You are in:
Stay in contact with drying technology
Unlike other heating methods, contact drying systems work by drying inks from the substrate surface to the top side of the ink. This means the technology actually works in reverse to heated air and infra red (IR) ovens, which dry from the ink's top side down to the material surface.
To achieve this effect, contact dryers utilise heated vacuum plates with a transport belt to carry the material being dried. Some dryers also use an integrated heated air blower to help eliminate solvent fumes and accelerate the drying process. Temperatures and heating rates are tightly controlled by the electronics of the contact drying system and today's contact dryers are able to heat different sections of the drying plate independently. This brings heat control in line with the exacting standards required by innovative high-tech ink formulations.
Time is of the essence
The primary benefit of adopting contact drying technology is the speed at which it can dry inks. Whether one is using solvent or water-based inks, contact dryers can be used to dry in a fraction of the time required for heated air ovens, eliminating the production bottlenecks that are typical of thicker ink applications using heated air dryers. In certain electronics applications, for example, solvent-rich inks that can take up to two hours to dry in conventional ovens can be thoroughly dried in a contact drying system in about 30 seconds. In electronics applications, where quality is gauged by measuring the resistance of the screen printed circuit, the end product created by the contact dryers and heated air dryers is the same. The only difference is in the amount of time taken to achieve this high quality standard.
Contrary to popular belief, contact dryers can improve quality because they so greatly accelerate the drying process. For example, faster drying can preclude solvents from penetrating base materials, eliminating any potential effects that the solvent may have on the base material. Any application using solvent-sensitive substrates, such as certain plastics, can benefit from the faster drying times of contact dryers. Applications using ink sensitive substrates range from new RFID products to membrane switches, ultra-light airplane cabin panels or textile transfers.
Beauty is skin deep
Contact dryers also have the potential to improve quality in those applications where so-called skin effects on thick ink layers are sometimes troublesome. The skin effect is created when the top-down drying mechanism of conventional drying systems leaves a skin of dried ink on the surface that traps moisture below. When this occurs a thin film is created on the ink surface that traps solvent or water below the skin. In roll-to-roll graphics applications this is sometimes so pronounced that layers of product tend to stick to each other. This same stickiness due to extra trapped moisture also exists in sheet-fed applications, even though it may not be as apparent. Contact dryers, because they heat from the bottom-up, avoid the skin effect altogether.

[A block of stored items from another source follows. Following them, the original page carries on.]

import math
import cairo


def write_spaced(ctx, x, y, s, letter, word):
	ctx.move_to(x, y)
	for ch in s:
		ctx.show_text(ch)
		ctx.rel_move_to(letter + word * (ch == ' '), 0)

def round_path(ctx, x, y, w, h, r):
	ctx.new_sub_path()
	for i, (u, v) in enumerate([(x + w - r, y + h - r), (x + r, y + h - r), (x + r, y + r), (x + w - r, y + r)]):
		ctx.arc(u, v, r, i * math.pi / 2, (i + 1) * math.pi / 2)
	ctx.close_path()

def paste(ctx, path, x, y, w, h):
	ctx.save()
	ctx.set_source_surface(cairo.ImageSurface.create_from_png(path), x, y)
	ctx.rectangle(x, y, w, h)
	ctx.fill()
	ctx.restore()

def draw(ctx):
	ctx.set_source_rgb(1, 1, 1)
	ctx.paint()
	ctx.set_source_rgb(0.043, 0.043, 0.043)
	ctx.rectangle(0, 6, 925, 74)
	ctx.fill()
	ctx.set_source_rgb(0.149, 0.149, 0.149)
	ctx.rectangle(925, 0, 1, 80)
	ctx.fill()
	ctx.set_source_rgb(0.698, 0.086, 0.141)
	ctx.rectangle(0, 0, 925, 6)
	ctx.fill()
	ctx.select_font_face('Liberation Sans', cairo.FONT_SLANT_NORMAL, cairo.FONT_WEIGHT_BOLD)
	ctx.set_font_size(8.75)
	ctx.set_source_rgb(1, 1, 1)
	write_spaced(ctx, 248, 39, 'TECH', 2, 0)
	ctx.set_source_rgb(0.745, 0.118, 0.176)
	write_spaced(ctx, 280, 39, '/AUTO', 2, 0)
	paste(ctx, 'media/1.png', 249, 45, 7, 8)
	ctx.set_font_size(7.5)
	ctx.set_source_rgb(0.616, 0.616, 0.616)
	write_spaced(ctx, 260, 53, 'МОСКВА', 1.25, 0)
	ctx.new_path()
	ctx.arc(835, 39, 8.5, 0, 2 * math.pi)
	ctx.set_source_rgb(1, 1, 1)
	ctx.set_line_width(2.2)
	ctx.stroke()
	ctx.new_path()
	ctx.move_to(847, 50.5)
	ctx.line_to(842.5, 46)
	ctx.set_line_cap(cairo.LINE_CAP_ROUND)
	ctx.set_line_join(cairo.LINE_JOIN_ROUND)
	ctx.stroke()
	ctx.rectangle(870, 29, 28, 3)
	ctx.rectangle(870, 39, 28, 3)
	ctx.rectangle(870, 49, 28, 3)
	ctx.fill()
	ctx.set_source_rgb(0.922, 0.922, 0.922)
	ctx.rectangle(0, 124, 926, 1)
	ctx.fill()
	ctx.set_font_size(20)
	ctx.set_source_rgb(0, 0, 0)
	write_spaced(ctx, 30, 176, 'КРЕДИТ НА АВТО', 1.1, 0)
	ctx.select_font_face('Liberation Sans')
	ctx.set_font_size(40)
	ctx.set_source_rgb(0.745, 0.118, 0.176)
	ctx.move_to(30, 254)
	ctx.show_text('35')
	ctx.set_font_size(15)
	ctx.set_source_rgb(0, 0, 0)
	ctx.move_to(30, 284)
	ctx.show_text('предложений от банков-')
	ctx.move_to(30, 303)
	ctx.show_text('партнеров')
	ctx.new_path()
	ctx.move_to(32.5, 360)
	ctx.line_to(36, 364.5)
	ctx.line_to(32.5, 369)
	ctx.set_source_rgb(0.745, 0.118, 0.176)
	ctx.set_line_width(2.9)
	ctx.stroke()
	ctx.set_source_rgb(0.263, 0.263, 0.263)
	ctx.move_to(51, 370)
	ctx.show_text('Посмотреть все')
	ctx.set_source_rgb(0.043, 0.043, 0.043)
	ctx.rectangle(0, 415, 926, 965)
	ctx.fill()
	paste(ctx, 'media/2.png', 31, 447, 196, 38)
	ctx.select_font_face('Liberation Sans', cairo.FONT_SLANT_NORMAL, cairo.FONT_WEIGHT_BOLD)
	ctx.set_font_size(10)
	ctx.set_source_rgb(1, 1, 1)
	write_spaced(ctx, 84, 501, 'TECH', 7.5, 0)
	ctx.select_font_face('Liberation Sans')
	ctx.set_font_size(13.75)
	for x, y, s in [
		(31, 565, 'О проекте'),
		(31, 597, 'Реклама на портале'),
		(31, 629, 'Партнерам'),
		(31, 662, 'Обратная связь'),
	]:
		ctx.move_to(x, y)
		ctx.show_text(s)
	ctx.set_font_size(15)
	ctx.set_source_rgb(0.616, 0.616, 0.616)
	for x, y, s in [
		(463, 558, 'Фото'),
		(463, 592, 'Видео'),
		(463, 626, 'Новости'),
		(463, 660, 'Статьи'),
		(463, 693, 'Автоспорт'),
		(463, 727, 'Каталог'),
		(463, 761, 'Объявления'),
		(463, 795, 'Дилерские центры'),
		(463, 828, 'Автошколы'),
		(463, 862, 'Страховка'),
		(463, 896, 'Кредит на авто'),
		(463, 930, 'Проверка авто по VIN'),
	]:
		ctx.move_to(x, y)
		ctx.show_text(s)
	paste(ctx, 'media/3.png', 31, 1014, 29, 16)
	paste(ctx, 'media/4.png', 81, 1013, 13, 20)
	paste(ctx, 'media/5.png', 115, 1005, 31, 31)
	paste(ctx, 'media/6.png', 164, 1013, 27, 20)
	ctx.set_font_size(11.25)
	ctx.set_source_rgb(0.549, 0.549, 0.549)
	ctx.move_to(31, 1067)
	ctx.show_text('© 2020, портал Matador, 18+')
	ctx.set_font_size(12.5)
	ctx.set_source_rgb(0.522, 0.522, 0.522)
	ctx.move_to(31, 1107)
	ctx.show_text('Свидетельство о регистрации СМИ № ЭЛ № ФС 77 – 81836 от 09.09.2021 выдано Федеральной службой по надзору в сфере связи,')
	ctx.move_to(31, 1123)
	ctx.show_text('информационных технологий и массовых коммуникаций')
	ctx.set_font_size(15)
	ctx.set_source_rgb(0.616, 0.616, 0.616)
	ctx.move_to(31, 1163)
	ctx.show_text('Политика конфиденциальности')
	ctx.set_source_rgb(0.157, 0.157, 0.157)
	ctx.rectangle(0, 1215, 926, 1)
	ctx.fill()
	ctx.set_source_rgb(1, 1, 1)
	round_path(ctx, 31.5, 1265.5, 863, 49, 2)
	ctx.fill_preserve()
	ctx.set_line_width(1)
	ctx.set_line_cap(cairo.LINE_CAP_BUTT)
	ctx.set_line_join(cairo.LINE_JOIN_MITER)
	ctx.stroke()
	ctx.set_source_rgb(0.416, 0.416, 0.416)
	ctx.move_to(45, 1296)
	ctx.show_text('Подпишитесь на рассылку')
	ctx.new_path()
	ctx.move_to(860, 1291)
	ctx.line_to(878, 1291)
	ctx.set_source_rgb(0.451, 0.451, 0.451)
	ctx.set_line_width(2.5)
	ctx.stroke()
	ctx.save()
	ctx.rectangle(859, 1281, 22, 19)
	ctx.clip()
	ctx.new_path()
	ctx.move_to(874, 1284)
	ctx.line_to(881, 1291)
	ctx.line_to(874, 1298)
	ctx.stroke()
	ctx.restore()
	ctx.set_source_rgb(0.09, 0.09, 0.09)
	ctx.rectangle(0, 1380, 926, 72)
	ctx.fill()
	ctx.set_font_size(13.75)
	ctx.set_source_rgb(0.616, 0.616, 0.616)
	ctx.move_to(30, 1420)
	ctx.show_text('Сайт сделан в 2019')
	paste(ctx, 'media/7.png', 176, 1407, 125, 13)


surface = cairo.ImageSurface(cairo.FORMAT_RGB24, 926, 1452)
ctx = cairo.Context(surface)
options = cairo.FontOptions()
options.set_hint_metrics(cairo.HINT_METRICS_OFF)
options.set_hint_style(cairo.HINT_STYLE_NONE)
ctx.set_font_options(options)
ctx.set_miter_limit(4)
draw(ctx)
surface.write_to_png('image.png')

The other quality-compromising dynamic intrinsic to a conventional heated oven design is its inability to control the application of heat. Many inks now used in RFID, electronics and other high-tech applications have strict requirements for the rate at which they are dried. Today's contact drying systems have built-in temperature records and graphical displays of temperature data that enable operators to fine tune process control as never before. It is often possible to make adjustments to temperatures and store job parameters with just a few keystrokes, making it easy to duplicate an identical quality standard, with timed and controlled heating, from one job run to the next.
Controlling energy costs
With energy costs skyrocketing worldwide there is also a growing benefit from the relative energy efficiency of contact dryers, which typically use a fifth, or less, of the energy used by conventional drying systems. In a heated air oven, various sensors read the temperature of the entire oven, which functions as a single heating unit. Air in conventional ovens also tends to dissipate heat, in contrast to contact drying systems that rely on a special metal plate that works as a heat accumulator. This means that after a preliminary pre-heating time, the heating plate retains and stores heat, making the application of heat more uniform. This heated plate can be controlled in sections, with separate sensors and separate heating elements for each section, making the contact dryer a far more efficient heat scheme than conventional ovens, which are heated as a single unit in on/off heat cycles. These factors can combine to make conventional ovens an energy guzzling option, in comparison with contact drying systems.
Another benefit of contact drying technology is that contact dryers have a smaller footprint than conventional drying ovens. They can be built horizontally or vertically, as production line efficiencies and floor space require and they can be used in-line or off-line. Most new screen printing lines are modular in design, which also means that contact dryers can be readily incorporated into the production line.
As these features and benefits highlight, there are compelling reasons to consider adding contact drying technology to an operation. For the cost of a contact dryer it is possible to add new product lines that depend on the carefully controlled curing of high tech inks. Moreover, the improvements in production throughput and the cut in energy costs can combine for a rapid return-on-investment, in the order of a few months for most high volume screen printing operations.